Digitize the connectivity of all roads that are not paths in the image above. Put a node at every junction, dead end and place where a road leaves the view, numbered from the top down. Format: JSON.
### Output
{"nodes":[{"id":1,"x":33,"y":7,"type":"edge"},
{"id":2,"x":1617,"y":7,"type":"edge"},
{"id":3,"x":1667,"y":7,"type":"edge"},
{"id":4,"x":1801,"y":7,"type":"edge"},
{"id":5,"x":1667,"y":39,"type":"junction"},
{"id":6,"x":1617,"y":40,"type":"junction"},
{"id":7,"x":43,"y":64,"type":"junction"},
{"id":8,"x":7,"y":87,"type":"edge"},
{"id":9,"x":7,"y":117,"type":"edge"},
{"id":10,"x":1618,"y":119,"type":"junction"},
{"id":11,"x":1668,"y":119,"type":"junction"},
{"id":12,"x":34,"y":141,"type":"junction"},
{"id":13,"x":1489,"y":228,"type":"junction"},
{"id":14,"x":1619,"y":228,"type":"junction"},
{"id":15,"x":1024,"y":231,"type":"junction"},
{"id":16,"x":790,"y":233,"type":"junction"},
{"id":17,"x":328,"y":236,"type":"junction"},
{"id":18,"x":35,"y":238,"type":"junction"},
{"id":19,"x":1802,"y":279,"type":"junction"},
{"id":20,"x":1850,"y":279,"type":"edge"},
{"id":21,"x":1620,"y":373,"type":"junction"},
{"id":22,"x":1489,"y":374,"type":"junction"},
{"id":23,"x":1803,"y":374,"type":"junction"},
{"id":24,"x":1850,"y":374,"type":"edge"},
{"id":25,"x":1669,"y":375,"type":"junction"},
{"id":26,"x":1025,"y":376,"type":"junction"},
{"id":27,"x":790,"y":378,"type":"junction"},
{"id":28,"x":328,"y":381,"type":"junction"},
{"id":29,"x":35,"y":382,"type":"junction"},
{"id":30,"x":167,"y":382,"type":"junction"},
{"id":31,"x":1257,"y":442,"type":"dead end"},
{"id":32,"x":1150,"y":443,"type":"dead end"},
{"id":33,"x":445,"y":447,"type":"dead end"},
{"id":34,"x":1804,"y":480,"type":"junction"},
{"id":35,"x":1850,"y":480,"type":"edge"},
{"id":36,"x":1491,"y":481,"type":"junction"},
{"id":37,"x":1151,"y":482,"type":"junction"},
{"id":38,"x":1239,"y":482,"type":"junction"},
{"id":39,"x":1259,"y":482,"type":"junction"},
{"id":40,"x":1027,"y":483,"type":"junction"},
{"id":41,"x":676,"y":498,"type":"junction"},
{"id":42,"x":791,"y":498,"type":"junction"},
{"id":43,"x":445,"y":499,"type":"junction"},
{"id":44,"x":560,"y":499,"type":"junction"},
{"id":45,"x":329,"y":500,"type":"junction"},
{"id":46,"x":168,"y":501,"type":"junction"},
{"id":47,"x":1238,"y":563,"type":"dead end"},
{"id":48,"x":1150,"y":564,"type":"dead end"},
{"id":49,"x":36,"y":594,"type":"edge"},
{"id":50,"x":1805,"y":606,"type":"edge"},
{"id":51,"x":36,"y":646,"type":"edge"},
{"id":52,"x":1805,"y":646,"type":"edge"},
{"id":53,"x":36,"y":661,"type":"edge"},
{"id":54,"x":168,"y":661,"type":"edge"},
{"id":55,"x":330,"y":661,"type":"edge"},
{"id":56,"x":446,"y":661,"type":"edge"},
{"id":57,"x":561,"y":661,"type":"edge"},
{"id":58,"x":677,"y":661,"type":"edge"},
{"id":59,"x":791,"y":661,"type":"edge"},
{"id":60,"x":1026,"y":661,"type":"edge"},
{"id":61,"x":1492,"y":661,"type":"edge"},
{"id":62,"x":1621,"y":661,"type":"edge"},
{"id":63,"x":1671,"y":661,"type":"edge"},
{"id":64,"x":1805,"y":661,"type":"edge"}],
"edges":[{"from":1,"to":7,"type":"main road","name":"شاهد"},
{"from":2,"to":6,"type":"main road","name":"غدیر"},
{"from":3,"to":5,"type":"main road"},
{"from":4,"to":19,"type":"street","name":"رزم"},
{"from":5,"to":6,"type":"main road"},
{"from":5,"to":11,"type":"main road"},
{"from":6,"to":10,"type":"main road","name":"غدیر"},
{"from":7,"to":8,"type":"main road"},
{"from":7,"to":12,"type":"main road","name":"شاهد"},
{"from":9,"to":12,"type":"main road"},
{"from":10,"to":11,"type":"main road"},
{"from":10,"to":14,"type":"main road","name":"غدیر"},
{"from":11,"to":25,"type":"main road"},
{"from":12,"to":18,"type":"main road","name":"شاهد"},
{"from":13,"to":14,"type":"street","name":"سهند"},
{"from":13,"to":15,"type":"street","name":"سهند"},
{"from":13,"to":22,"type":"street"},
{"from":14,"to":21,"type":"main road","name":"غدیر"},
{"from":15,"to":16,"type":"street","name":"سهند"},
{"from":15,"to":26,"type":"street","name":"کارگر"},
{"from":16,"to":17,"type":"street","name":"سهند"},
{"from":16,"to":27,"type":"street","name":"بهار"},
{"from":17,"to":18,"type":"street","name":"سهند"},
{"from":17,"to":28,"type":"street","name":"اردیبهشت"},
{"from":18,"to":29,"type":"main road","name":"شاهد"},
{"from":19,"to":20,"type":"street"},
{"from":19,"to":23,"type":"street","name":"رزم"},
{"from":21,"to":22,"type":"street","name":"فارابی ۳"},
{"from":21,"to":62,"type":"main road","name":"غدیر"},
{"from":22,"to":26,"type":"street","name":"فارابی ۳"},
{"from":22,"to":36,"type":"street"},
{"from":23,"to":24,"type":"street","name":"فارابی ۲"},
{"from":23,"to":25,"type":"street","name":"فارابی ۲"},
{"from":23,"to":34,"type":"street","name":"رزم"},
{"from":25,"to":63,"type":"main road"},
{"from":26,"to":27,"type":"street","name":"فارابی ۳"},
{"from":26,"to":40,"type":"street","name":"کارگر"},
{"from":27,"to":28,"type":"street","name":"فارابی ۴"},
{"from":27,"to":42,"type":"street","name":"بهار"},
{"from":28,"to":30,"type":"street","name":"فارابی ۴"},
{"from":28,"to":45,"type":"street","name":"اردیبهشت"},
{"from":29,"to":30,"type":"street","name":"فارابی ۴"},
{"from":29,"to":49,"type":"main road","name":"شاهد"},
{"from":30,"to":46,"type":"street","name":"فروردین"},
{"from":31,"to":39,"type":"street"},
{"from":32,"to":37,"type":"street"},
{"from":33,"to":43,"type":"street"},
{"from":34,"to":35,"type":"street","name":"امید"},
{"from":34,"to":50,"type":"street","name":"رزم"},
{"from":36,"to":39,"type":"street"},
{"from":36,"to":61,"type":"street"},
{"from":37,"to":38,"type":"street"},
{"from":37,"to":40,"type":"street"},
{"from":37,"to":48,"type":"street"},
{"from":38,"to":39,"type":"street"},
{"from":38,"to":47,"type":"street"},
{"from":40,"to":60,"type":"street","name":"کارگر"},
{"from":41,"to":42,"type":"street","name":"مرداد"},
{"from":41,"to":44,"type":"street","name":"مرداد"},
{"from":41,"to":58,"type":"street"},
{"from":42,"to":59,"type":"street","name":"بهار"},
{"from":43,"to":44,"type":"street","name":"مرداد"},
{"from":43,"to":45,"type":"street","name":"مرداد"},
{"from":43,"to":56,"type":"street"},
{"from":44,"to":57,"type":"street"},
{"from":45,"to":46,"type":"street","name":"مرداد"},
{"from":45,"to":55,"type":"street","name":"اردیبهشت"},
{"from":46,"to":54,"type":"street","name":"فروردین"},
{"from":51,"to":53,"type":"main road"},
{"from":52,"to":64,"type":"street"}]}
◆ ◆ ◆ ◆ ◆
WHAT TO DO: Could you transcribe each entry exactly as it stands?

REPLY TO THE TASK:
Digitize the connectivity of all roads that are not paths in the image above. Put a node at every junction, dead end and place where a road leaves the view, numbered from the top down. Format: JSON.
### Output
{"nodes":[{"id":1,"x":33,"y":7,"type":"edge"},
{"id":2,"x":1617,"y":7,"type":"edge"},
{"id":3,"x":1667,"y":7,"type":"edge"},
{"id":4,"x":1801,"y":7,"type":"edge"},
{"id":5,"x":1667,"y":39,"type":"junction"},
{"id":6,"x":1617,"y":40,"type":"junction"},
{"id":7,"x":43,"y":64,"type":"junction"},
{"id":8,"x":7,"y":87,"type":"edge"},
{"id":9,"x":7,"y":117,"type":"edge"},
{"id":10,"x":1618,"y":119,"type":"junction"},
{"id":11,"x":1668,"y":119,"type":"junction"},
{"id":12,"x":34,"y":141,"type":"junction"},
{"id":13,"x":1489,"y":228,"type":"junction"},
{"id":14,"x":1619,"y":228,"type":"junction"},
{"id":15,"x":1024,"y":231,"type":"junction"},
{"id":16,"x":790,"y":233,"type":"junction"},
{"id":17,"x":328,"y":236,"type":"junction"},
{"id":18,"x":35,"y":238,"type":"junction"},
{"id":19,"x":1802,"y":279,"type":"junction"},
{"id":20,"x":1850,"y":279,"type":"edge"},
{"id":21,"x":1620,"y":373,"type":"junction"},
{"id":22,"x":1489,"y":374,"type":"junction"},
{"id":23,"x":1803,"y":374,"type":"junction"},
{"id":24,"x":1850,"y":374,"type":"edge"},
{"id":25,"x":1669,"y":375,"type":"junction"},
{"id":26,"x":1025,"y":376,"type":"junction"},
{"id":27,"x":790,"y":378,"type":"junction"},
{"id":28,"x":328,"y":381,"type":"junction"},
{"id":29,"x":35,"y":382,"type":"junction"},
{"id":30,"x":167,"y":382,"type":"junction"},
{"id":31,"x":1257,"y":442,"type":"dead end"},
{"id":32,"x":1150,"y":443,"type":"dead end"},
{"id":33,"x":445,"y":447,"type":"dead end"},
{"id":34,"x":1804,"y":480,"type":"junction"},
{"id":35,"x":1850,"y":480,"type":"edge"},
{"id":36,"x":1491,"y":481,"type":"junction"},
{"id":37,"x":1151,"y":482,"type":"junction"},
{"id":38,"x":1239,"y":482,"type":"junction"},
{"id":39,"x":1259,"y":482,"type":"junction"},
{"id":40,"x":1027,"y":483,"type":"junction"},
{"id":41,"x":676,"y":498,"type":"junction"},
{"id":42,"x":791,"y":498,"type":"junction"},
{"id":43,"x":445,"y":499,"type":"junction"},
{"id":44,"x":560,"y":499,"type":"junction"},
{"id":45,"x":329,"y":500,"type":"junction"},
{"id":46,"x":168,"y":501,"type":"junction"},
{"id":47,"x":1238,"y":563,"type":"dead end"},
{"id":48,"x":1150,"y":564,"type":"dead end"},
{"id":49,"x":36,"y":594,"type":"edge"},
{"id":50,"x":1805,"y":606,"type":"edge"},
{"id":51,"x":36,"y":646,"type":"edge"},
{"id":52,"x":1805,"y":646,"type":"edge"},
{"id":53,"x":36,"y":661,"type":"edge"},
{"id":54,"x":168,"y":661,"type":"edge"},
{"id":55,"x":330,"y":661,"type":"edge"},
{"id":56,"x":446,"y":661,"type":"edge"},
{"id":57,"x":561,"y":661,"type":"edge"},
{"id":58,"x":677,"y":661,"type":"edge"},
{"id":59,"x":791,"y":661,"type":"edge"},
{"id":60,"x":1026,"y":661,"type":"edge"},
{"id":61,"x":1492,"y":661,"type":"edge"},
{"id":62,"x":1621,"y":661,"type":"edge"},
{"id":63,"x":1671,"y":661,"type":"edge"},
{"id":64,"x":1805,"y":661,"type":"edge"}],
"edges":[{"from":1,"to":7,"type":"main road","name":"شاهد"},
{"from":2,"to":6,"type":"main road","name":"غدیر"},
{"from":3,"to":5,"type":"main road"},
{"from":4,"to":19,"type":"street","name":"رزم"},
{"from":5,"to":6,"type":"main road"},
{"from":5,"to":11,"type":"main road"},
{"from":6,"to":10,"type":"main road","name":"غدیر"},
{"from":7,"to":8,"type":"main road"},
{"from":7,"to":12,"type":"main road","name":"شاهد"},
{"from":9,"to":12,"type":"main road"},
{"from":10,"to":11,"type":"main road"},
{"from":10,"to":14,"type":"main road","name":"غدیر"},
{"from":11,"to":25,"type":"main road"},
{"from":12,"to":18,"type":"main road","name":"شاهد"},
{"from":13,"to":14,"type":"street","name":"سهند"},
{"from":13,"to":15,"type":"street","name":"سهند"},
{"from":13,"to":22,"type":"street"},
{"from":14,"to":21,"type":"main road","name":"غدیر"},
{"from":15,"to":16,"type":"street","name":"سهند"},
{"from":15,"to":26,"type":"street","name":"کارگر"},
{"from":16,"to":17,"type":"street","name":"سهند"},
{"from":16,"to":27,"type":"street","name":"بهار"},
{"from":17,"to":18,"type":"street","name":"سهند"},
{"from":17,"to":28,"type":"street","name":"اردیبهشت"},
{"from":18,"to":29,"type":"main road","name":"شاهد"},
{"from":19,"to":20,"type":"street"},
{"from":19,"to":23,"type":"street","name":"رزم"},
{"from":21,"to":22,"type":"street","name":"فارابی ۳"},
{"from":21,"to":62,"type":"main road","name":"غدیر"},
{"from":22,"to":26,"type":"street","name":"فارابی ۳"},
{"from":22,"to":36,"type":"street"},
{"from":23,"to":24,"type":"street","name":"فارابی ۲"},
{"from":23,"to":25,"type":"street","name":"فارابی ۲"},
{"from":23,"to":34,"type":"street","name":"رزم"},
{"from":25,"to":63,"type":"main road"},
{"from":26,"to":27,"type":"street","name":"فارابی ۳"},
{"from":26,"to":40,"type":"street","name":"کارگر"},
{"from":27,"to":28,"type":"street","name":"فارابی ۴"},
{"from":27,"to":42,"type":"street","name":"بهار"},
{"from":28,"to":30,"type":"street","name":"فارابی ۴"},
{"from":28,"to":45,"type":"street","name":"اردیبهشت"},
{"from":29,"to":30,"type":"street","name":"فارابی ۴"},
{"from":29,"to":49,"type":"main road","name":"شاهد"},
{"from":30,"to":46,"type":"street","name":"فروردین"},
{"from":31,"to":39,"type":"street"},
{"from":32,"to":37,"type":"street"},
{"from":33,"to":43,"type":"street"},
{"from":34,"to":35,"type":"street","name":"امید"},
{"from":34,"to":50,"type":"street","name":"رزم"},
{"from":36,"to":39,"type":"street"},
{"from":36,"to":61,"type":"street"},
{"from":37,"to":38,"type":"street"},
{"from":37,"to":40,"type":"street"},
{"from":37,"to":48,"type":"street"},
{"from":38,"to":39,"type":"street"},
{"from":38,"to":47,"type":"street"},
{"from":40,"to":60,"type":"street","name":"کارگر"},
{"from":41,"to":42,"type":"street","name":"مرداد"},
{"from":41,"to":44,"type":"street","name":"مرداد"},
{"from":41,"to":58,"type":"street"},
{"from":42,"to":59,"type":"street","name":"بهار"},
{"from":43,"to":44,"type":"street","name":"مرداد"},
{"from":43,"to":45,"type":"street","name":"مرداد"},
{"from":43,"to":56,"type":"street"},
{"from":44,"to":57,"type":"street"},
{"from":45,"to":46,"type":"street","name":"مرداد"},
{"from":45,"to":55,"type":"street","name":"اردیبهشت"},
{"from":46,"to":54,"type":"street","name":"فروردین"},
{"from":51,"to":53,"type":"main road"},
{"from":52,"to":64,"type":"street"}]}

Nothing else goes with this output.